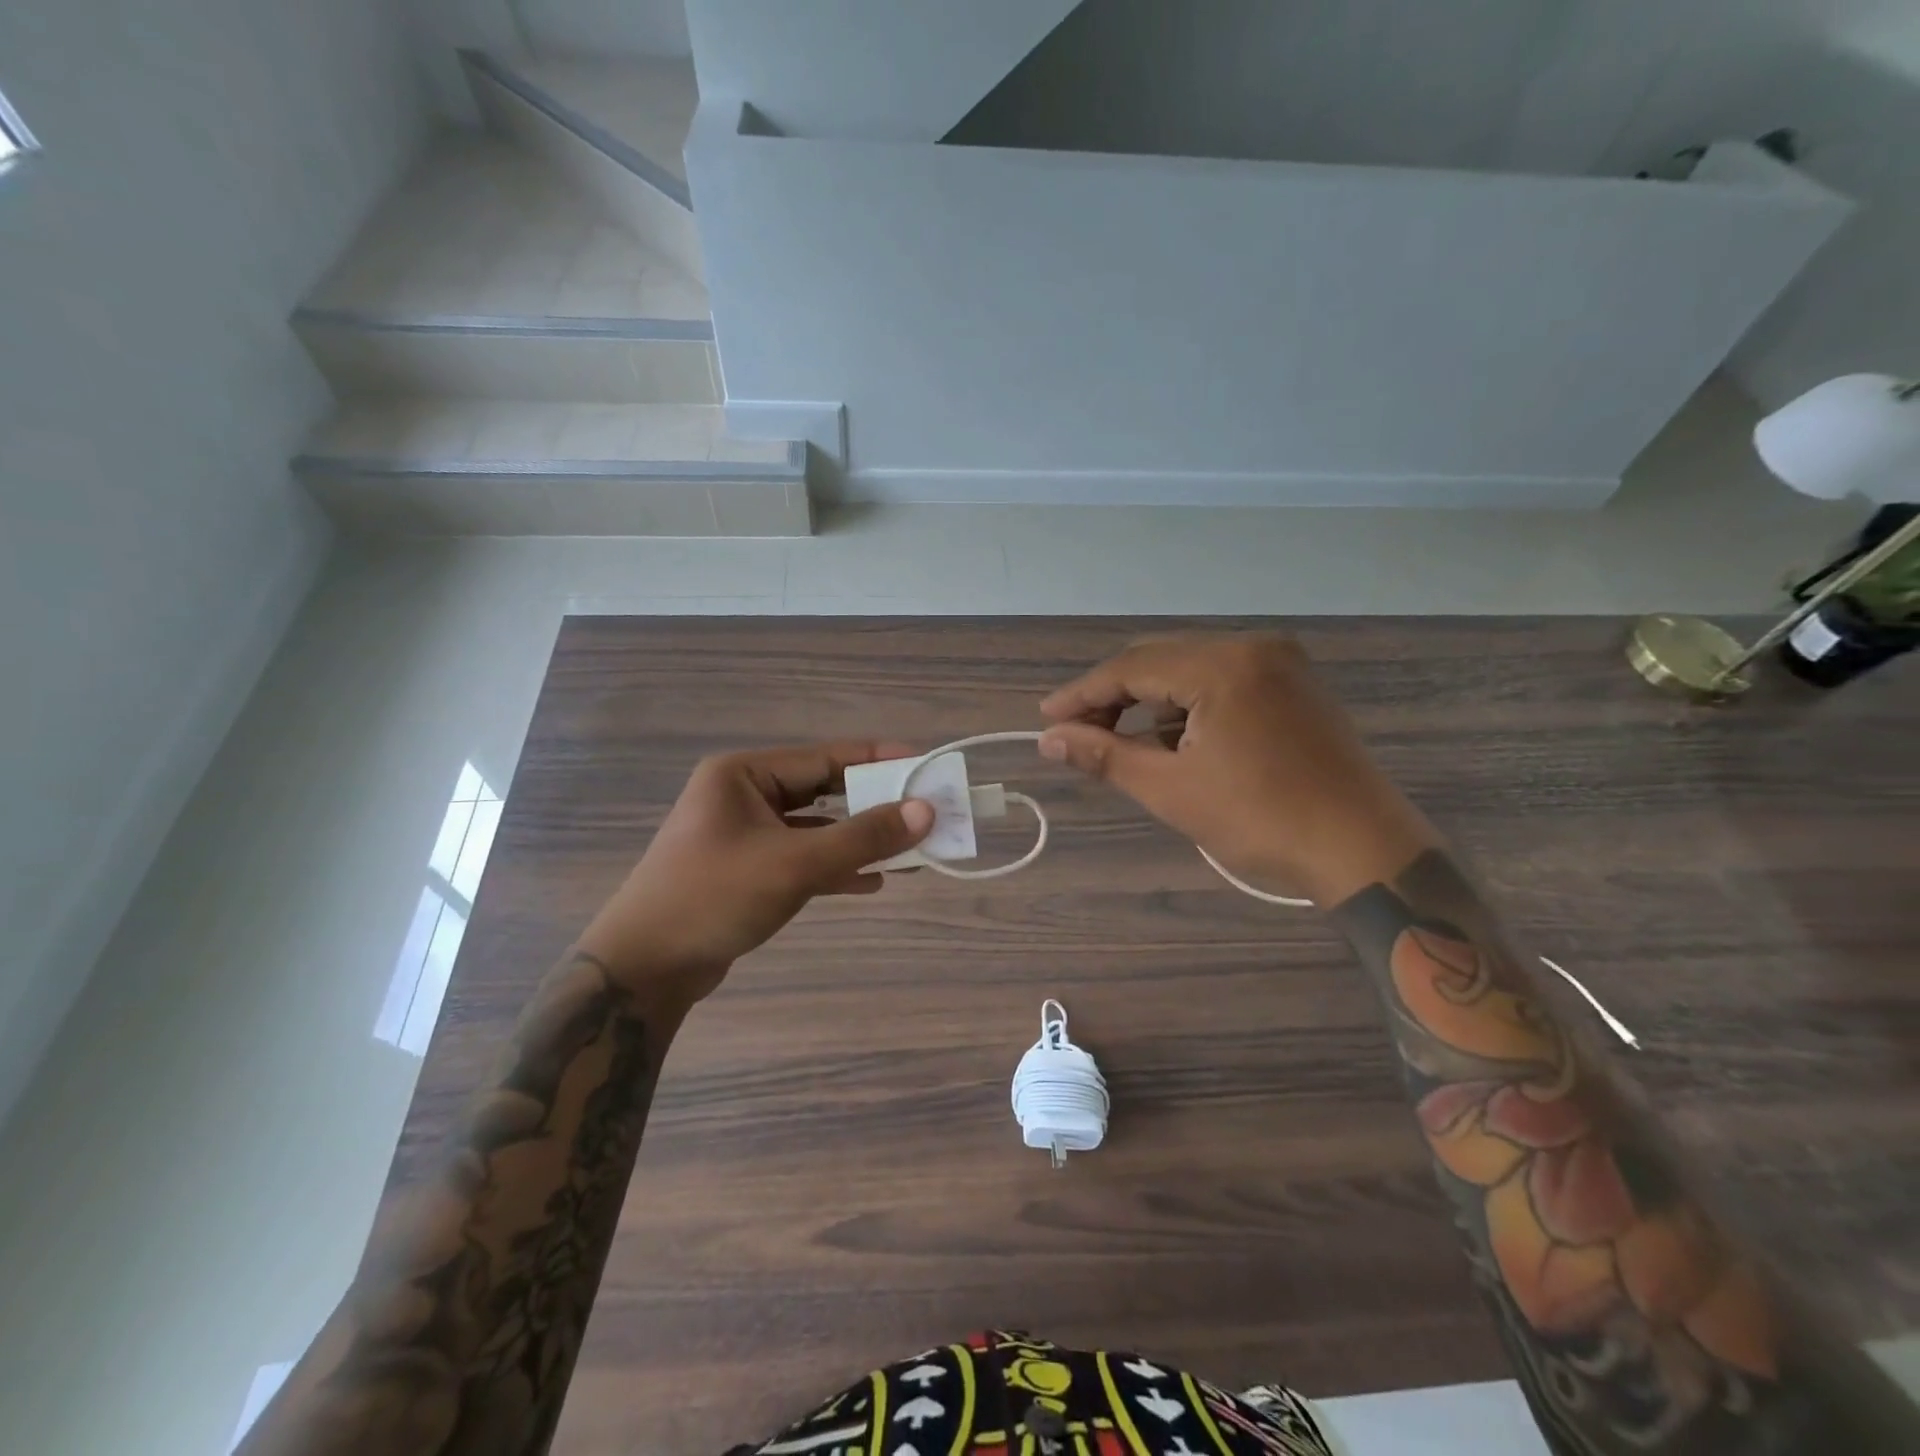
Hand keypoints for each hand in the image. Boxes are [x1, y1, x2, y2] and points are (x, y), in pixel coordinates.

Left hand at [578, 742, 933, 1002]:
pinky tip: (872, 881)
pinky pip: (801, 859)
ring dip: (858, 840)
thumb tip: (925, 811)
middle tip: (924, 811)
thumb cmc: (714, 897)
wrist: (643, 970)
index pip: (825, 757)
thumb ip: (863, 836)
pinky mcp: (747, 871)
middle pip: (823, 791)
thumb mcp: (795, 863)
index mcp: (743, 775)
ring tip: (910, 849)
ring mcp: (743, 835)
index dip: (878, 761)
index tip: (924, 765)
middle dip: (873, 805)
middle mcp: (743, 796)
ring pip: (816, 829)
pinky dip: (835, 867)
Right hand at [1038, 633, 1434, 903]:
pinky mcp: (1294, 683)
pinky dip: (1187, 705)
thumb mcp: (1172, 790)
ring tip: (1119, 741)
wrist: (1365, 851)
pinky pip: (1221, 680)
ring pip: (1190, 668)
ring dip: (1150, 701)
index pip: (1132, 667)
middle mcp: (1252, 646)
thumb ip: (1105, 755)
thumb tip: (1049, 740)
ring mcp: (1280, 662)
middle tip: (1076, 733)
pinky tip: (1171, 738)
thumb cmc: (1262, 821)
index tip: (1046, 718)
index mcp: (1223, 665)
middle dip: (1114, 695)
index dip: (1083, 694)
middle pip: (1159, 659)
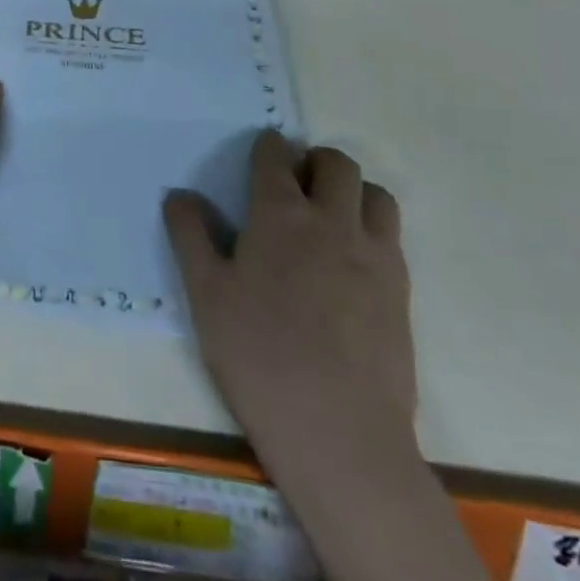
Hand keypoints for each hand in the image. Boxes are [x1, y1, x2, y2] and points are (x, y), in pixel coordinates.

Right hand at [164, 131, 414, 465]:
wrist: (338, 432)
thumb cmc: (258, 357)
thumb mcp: (205, 296)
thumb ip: (190, 236)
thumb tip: (179, 194)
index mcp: (280, 215)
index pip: (275, 156)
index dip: (266, 148)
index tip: (260, 155)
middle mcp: (332, 220)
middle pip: (335, 163)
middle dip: (313, 160)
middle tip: (295, 185)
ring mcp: (373, 253)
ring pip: (374, 193)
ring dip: (352, 190)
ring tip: (330, 217)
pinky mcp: (401, 289)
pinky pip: (392, 235)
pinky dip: (372, 228)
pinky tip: (352, 261)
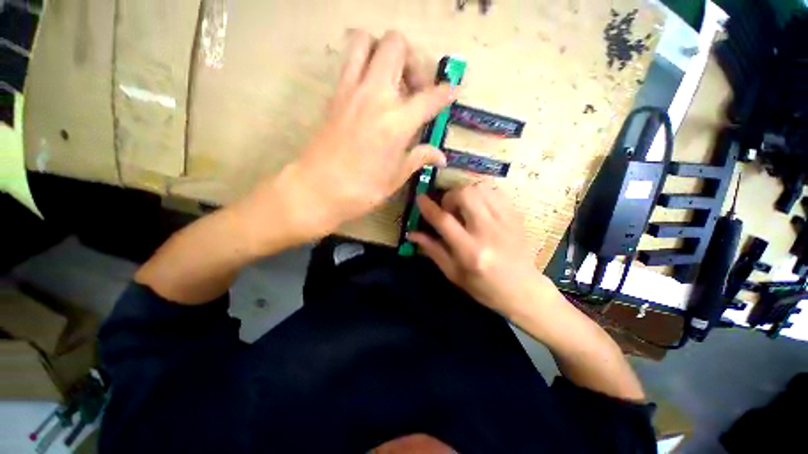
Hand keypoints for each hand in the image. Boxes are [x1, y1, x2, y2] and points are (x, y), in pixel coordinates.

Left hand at [288, 30, 453, 230]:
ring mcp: (351, 90)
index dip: (446, 92)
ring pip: (367, 41)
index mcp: (397, 123)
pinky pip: (349, 61)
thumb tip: (441, 157)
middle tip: (414, 89)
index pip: (430, 97)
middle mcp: (376, 96)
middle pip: (397, 46)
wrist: (317, 189)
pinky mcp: (334, 94)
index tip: (452, 92)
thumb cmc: (361, 190)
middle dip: (413, 61)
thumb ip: (419, 158)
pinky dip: (364, 63)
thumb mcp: (396, 177)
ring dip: (384, 52)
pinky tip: (370, 91)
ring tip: (390, 80)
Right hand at [408, 182, 551, 315]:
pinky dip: (482, 193)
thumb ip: (433, 250)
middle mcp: (488, 232)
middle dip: (450, 196)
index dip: (428, 207)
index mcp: (470, 252)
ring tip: (464, 206)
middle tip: (448, 208)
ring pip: (481, 188)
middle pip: (465, 195)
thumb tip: (412, 233)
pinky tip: (479, 205)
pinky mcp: (516, 216)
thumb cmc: (484, 287)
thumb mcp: (453, 274)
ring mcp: (505, 221)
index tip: (420, 198)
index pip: (444, 221)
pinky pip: (496, 191)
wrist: (523, 290)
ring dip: (465, 192)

= = = = =

Task instructions:
Lines from the one containing "pinky dip: (482, 193)" to the end of the data are to be printed exactly, including the first and last.

Response area:
pinky dip: (482, 193)
thumb ip: (433, 250)
middle mcp: (488, 232)
middle dip: (450, 196)
index dip: (428, 207)
index mcp: (470, 252)
ring tip: (464, 206)
middle tip: (448, 208)
ring pip: (481, 188)
middle pip: (465, 195)
thumb tip: (412, 233)
pinky tip: (479, 205)
pinky mcp: (516, 216)
thumb cmc: (484, 287)
thumb mcp: (453, 274)
ring mcp: (505, 221)
index tip: (420, 198)
index pip: (444, 221)
pinky pip: (496, 191)
wrist: (523, 290)
ring dip: (465, 192)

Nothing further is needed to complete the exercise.